# EXERCISE
The entries below are to be written out exactly, with no images included.

# RAW DATA
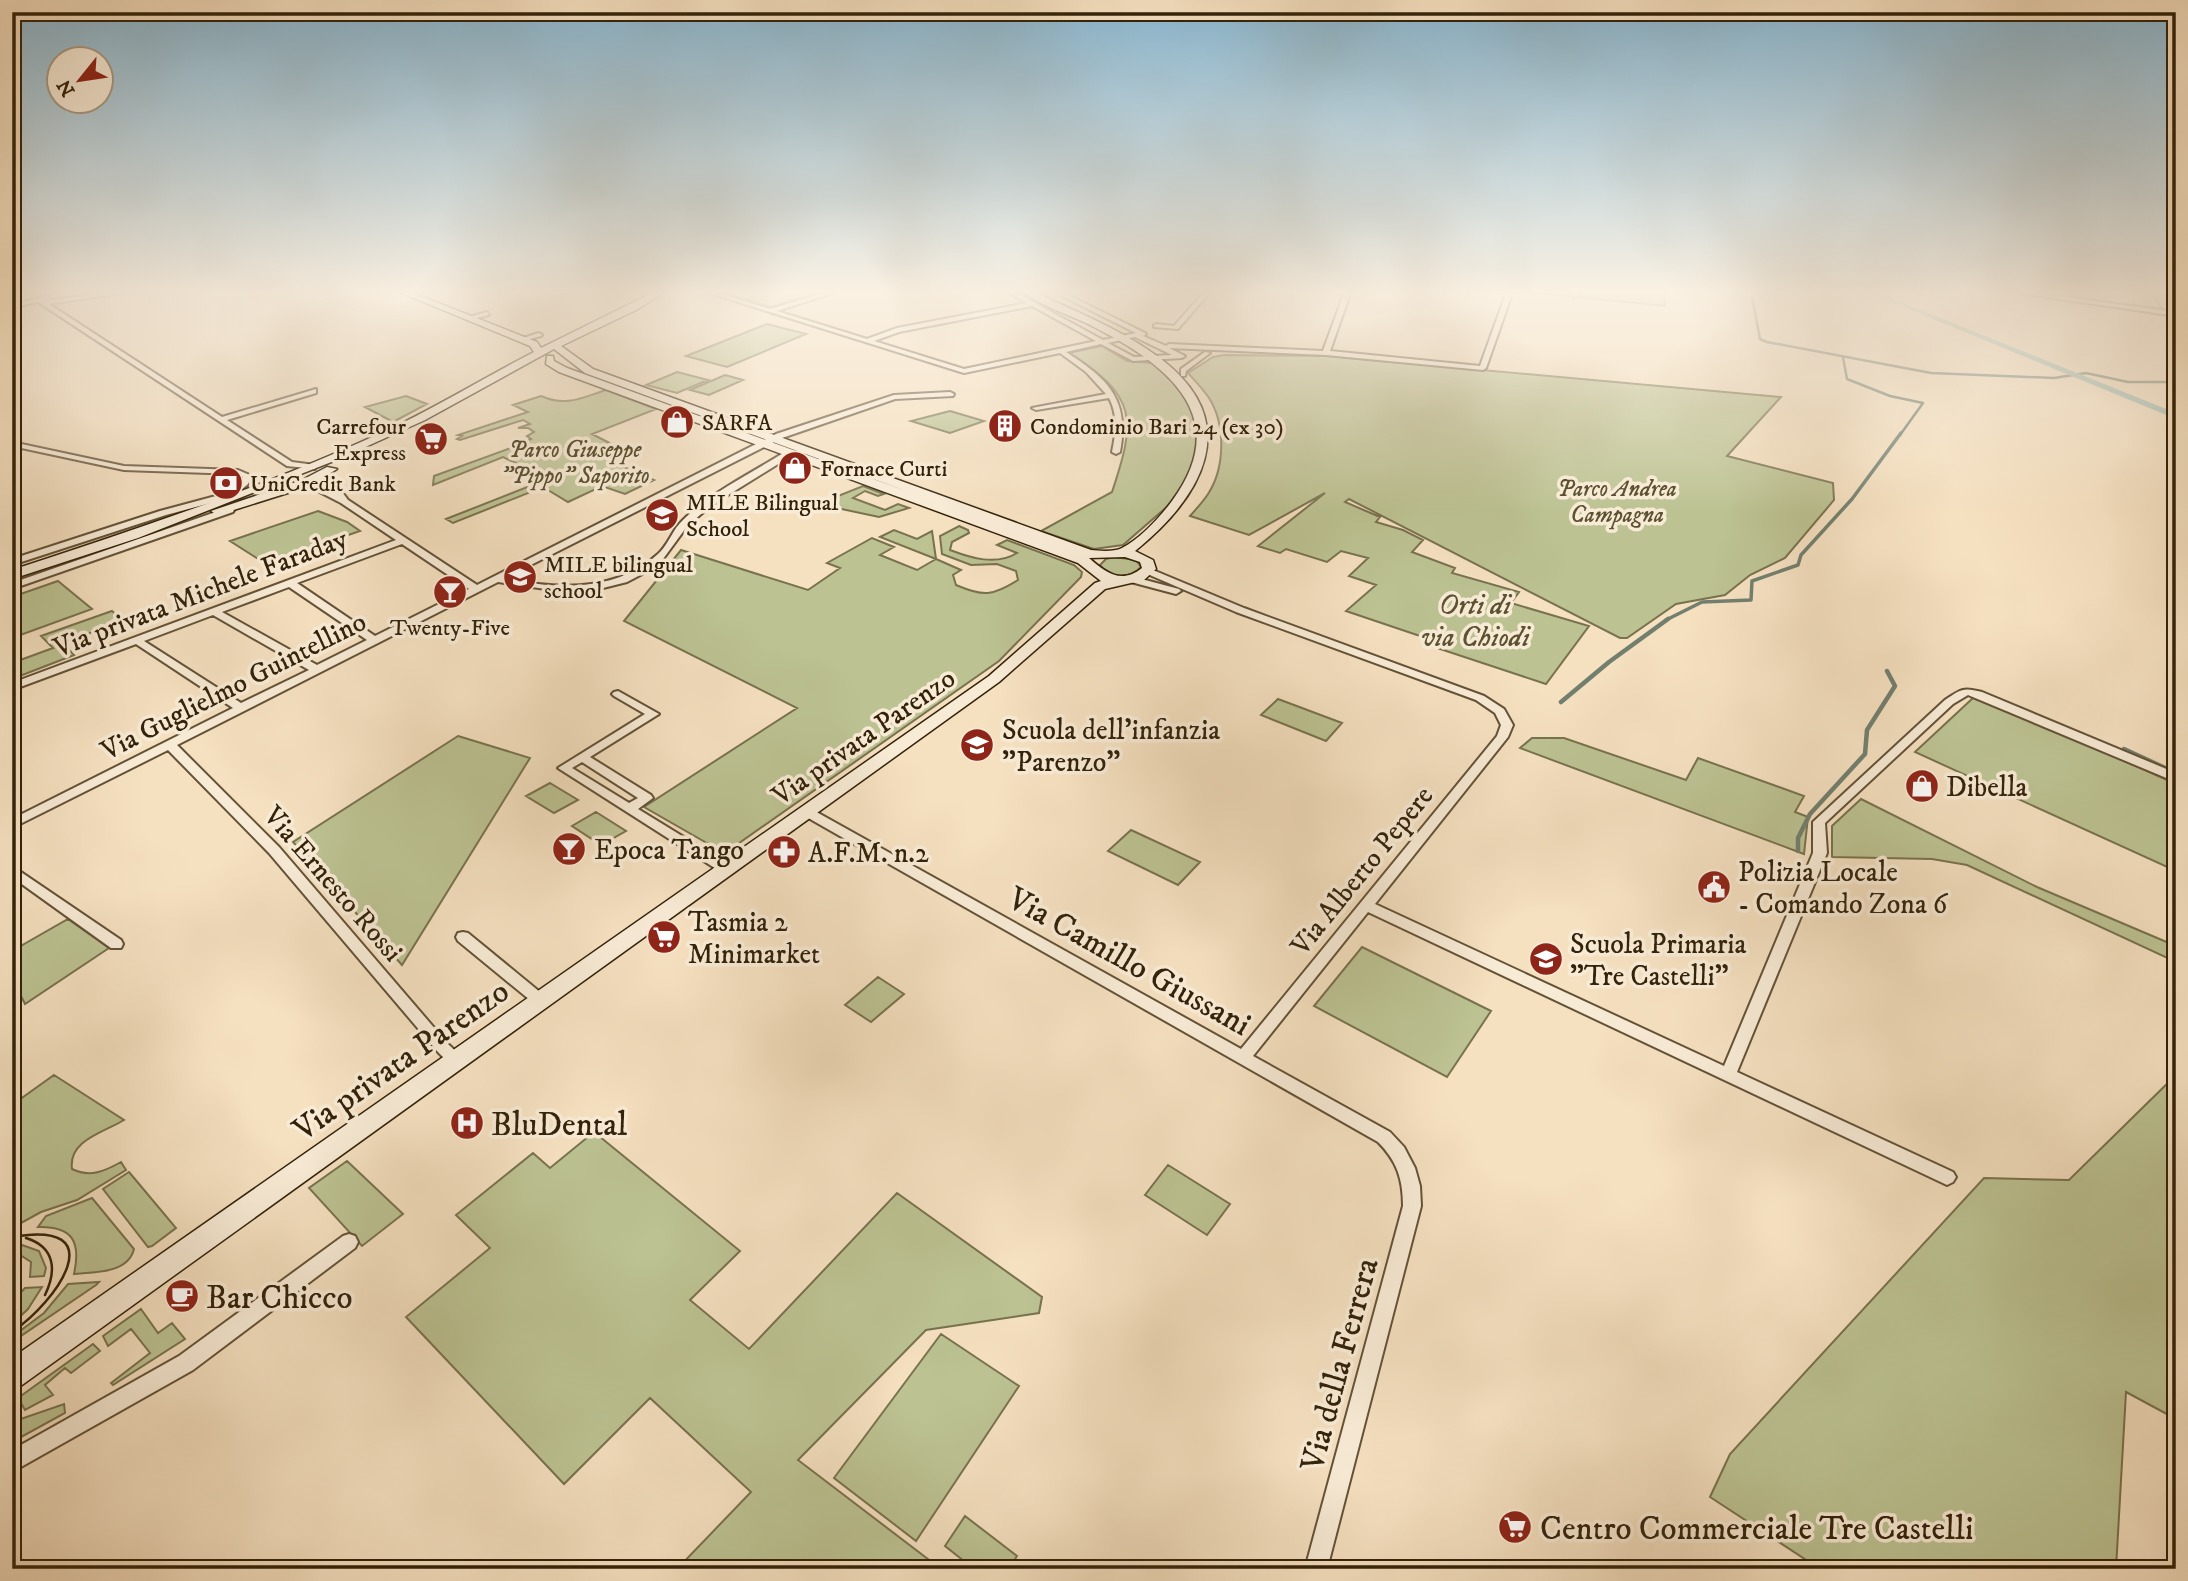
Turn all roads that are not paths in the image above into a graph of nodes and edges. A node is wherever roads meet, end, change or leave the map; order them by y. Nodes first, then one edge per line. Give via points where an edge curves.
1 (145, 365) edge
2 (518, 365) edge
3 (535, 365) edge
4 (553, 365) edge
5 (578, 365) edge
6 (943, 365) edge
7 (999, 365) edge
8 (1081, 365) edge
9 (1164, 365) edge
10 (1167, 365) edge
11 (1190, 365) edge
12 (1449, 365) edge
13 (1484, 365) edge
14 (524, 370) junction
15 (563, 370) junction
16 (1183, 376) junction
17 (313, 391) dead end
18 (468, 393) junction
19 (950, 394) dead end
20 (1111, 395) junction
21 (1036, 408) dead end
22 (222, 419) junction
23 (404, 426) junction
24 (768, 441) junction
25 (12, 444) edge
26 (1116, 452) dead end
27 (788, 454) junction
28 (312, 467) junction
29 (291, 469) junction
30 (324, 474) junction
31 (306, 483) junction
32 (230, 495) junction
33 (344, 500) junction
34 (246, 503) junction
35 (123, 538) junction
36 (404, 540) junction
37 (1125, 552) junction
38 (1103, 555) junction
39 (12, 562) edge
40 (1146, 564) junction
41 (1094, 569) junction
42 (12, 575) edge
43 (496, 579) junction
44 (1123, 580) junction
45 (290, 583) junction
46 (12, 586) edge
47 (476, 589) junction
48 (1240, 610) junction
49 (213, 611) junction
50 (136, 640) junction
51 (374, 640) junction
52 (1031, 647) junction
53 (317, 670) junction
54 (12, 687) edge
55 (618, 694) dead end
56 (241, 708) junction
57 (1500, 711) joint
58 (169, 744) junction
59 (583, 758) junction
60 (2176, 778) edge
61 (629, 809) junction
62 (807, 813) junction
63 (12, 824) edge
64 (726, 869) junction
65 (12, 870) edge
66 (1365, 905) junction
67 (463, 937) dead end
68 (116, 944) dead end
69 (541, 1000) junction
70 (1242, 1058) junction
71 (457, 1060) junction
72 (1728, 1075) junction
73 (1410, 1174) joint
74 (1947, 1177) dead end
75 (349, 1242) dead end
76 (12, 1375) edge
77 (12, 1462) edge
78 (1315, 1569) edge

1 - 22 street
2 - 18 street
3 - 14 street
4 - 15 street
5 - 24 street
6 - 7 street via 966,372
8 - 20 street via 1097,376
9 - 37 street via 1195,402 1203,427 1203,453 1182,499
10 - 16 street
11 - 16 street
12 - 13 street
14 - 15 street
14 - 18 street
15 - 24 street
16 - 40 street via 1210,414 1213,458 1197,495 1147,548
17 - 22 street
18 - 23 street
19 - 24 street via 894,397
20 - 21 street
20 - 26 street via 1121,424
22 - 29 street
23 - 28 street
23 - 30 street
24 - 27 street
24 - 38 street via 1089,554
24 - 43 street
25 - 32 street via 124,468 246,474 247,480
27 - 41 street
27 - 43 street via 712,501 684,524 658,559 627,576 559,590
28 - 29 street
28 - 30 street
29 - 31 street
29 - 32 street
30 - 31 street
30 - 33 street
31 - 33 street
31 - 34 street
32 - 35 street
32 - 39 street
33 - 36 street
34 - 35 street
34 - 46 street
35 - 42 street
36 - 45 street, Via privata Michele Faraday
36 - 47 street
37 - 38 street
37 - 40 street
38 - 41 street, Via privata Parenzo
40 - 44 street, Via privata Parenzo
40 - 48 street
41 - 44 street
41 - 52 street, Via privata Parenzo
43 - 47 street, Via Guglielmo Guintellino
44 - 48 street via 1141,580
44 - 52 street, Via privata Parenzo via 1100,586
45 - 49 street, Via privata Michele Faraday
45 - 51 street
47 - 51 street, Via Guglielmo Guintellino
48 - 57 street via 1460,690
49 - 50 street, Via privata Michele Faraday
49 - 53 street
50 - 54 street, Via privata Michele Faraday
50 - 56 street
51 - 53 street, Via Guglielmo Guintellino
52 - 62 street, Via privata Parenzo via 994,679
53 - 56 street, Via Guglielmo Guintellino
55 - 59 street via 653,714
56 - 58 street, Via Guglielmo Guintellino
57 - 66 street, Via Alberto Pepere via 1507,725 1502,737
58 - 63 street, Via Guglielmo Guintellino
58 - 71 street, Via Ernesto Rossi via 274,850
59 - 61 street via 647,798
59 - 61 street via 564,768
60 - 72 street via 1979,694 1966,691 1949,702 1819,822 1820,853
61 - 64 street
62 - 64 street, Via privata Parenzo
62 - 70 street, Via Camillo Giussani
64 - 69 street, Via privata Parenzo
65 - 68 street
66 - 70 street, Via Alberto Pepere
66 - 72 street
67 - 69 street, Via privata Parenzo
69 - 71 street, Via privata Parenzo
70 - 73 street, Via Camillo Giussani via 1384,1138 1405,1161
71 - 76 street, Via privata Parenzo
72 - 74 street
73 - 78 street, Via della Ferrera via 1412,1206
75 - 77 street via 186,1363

# ANSWER TO THE EXERCISE
Turn all roads that are not paths in the image above into a graph of nodes and edges. A node is wherever roads meet, end, change or leave the map; order them by y. Nodes first, then one edge per line. Give via points where an edge curves.
1 (145, 365) edge
2 (518, 365) edge
3 (535, 365) edge
4 (553, 365) edge
5 (578, 365) edge
6 (943, 365) edge
7 (999, 365) edge
8 (1081, 365) edge
9 (1164, 365) edge
10 (1167, 365) edge
11 (1190, 365) edge
12 (1449, 365) edge
13 (1484, 365) edge
14 (524, 370) junction
15 (563, 370) junction
16 (1183, 376) junction
17 (313, 391) dead end
18 (468, 393) junction
19 (950, 394) dead end
20 (1111, 395) junction
21 (1036, 408) dead end
22 (222, 419) junction
23 (404, 426) junction
24 (768, 441) junction
25 (12, 444) edge
26 (1116, 452) dead end
27 (788, 454) junction
28 (312, 467) junction
29 (291, 469) junction
30 (324, 474) junction
31 (306, 483) junction
32 (230, 495) junction
33 (344, 500) junction
34 (246, 503) junction
35 (123, 538) junction
36 (404, 540) junction
37 (1125, 552) junction
38 (1103, 555) junction
39 (12, 562) edge
40 (1146, 564) junction
41 (1094, 569) junction
42 (12, 575) edge
43 (496, 579) junction
44 (1123, 580) junction
45 (290, 583) junction
46 (12, 586) edge
47 (476, 589) junction
48 (1240, 610) junction
49 (213, 611) junction
50 (136, 640) junction
51 (374, 640) junction
52 (1031, 647) junction
53 (317, 670) junction
54 (12, 687) edge
55 (618, 694) dead end
56 (241, 708) junction
57 (1500, 711) joint
58 (169, 744) junction
59 (583, 758) junction
60 (2176, 778) edge
61 (629, 809) junction
62 (807, 813) junction
63 (12, 824) edge
64 (726, 869) junction
65 (12, 870) edge
66 (1365, 905) junction
67 (463, 937) dead end
68 (116, 944) dead end
69 (541, 1000) junction
70 (1242, 1058) junction
71 (457, 1060) junction
72 (1728, 1075) junction
73 (1410, 1174) joint
74 (1947, 1177) dead end
75 (349, 1242) dead end
76 (12, 1375) edge
77 (12, 1462) edge
78 (1315, 1569) edge

1 - 22 street
2 - 18 street
3 - 14 street
4 - 15 street
5 - 24 street
6 - 7 street via 966,372
8 - 20 street via 1097,376
9 - 37 street via 1195,402 1203,427 1203,453 1182,499
10 - 16 street
11 - 16 street
12 - 13 street
14 - 15 street
14 - 18 street
15 - 24 street
16 - 40 street via 1210,414 1213,458 1197,495 1147,548
17 - 22 street
18 - 23 street
19 - 24 street via 894,397
20 - 21 street
20 - 26 street via 1121,424
22 - 29 street
23 - 28 street
23 - 30 street
24 - 27 street
24 - 38 street via 1089,554
24 - 43 street
25 - 32 street via 124,468 246,474 247,480
27 - 41 street
27 - 43 street via 712,501 684,524 658,559 627,576 559,590
28 - 29 street
28 - 30 street
29 - 31 street
29 - 32 street
30 - 31 street
30 - 33 street
31 - 33 street
31 - 34 street
32 - 35 street
32 - 39 street
33 - 36 street
34 - 35 street
34 - 46 street
35 - 42 street
36 - 45 street, Via privata Michele Faraday
36 - 47 street
37 - 38 street
37 - 40 street
38 - 41 street, Via privata Parenzo
40 - 44 street, Via privata Parenzo
40 - 48 street
41 - 44 street
41 - 52 street, Via privata Parenzo
43 - 47 street, Via Guglielmo Guintellino
44 - 48 street via 1141,580
44 - 52 street, Via privata Parenzo via 1100,586
45 - 49 street, Via privata Michele Faraday
45 - 51 street
47 - 51 street, Via Guglielmo Guintellino
48 - 57 street via 1460,690
49 - 50 street, Via privata Michele Faraday
49 - 53 street
50 - 54 street, Via privata Michele Faraday
50 - 56 street
51 - 53 street, Via Guglielmo Guintellino
52 - 62 street, Via privata Parenzo via 994,679
53 - 56 street, Via Guglielmo Guintellino
55 - 59 street via 653,714
56 - 58 street, Via Guglielmo Guintellino
57 - 66 street, Via Alberto Pepere via 1507,725 1502,737
58 - 63 street, Via Guglielmo Guintellino
58 - 71 street, Via Ernesto Rossi via 274,850
59 - 61 street via 647,798
59 - 61 street via 564,768
60 - 72 street via 1979,694 1966,691 1949,702 1819,822 1820,853
61 - 64 street
62 - 64 street, Via privata Parenzo
62 - 70 street, Via Camillo Giussani
64 - 69 street, Via privata Parenzo
65 - 68 street
66 - 70 street, Via Alberto Pepere
66 - 72 street
67 - 69 street, Via privata Parenzo
69 - 71 street, Via privata Parenzo
70 - 73 street, Via Camillo Giussani via 1384,1138 1405,1161
71 - 76 street, Via privata Parenzo
72 - 74 street
73 - 78 street, Via della Ferrera via 1412,1206
75 - 77 street via 186,1363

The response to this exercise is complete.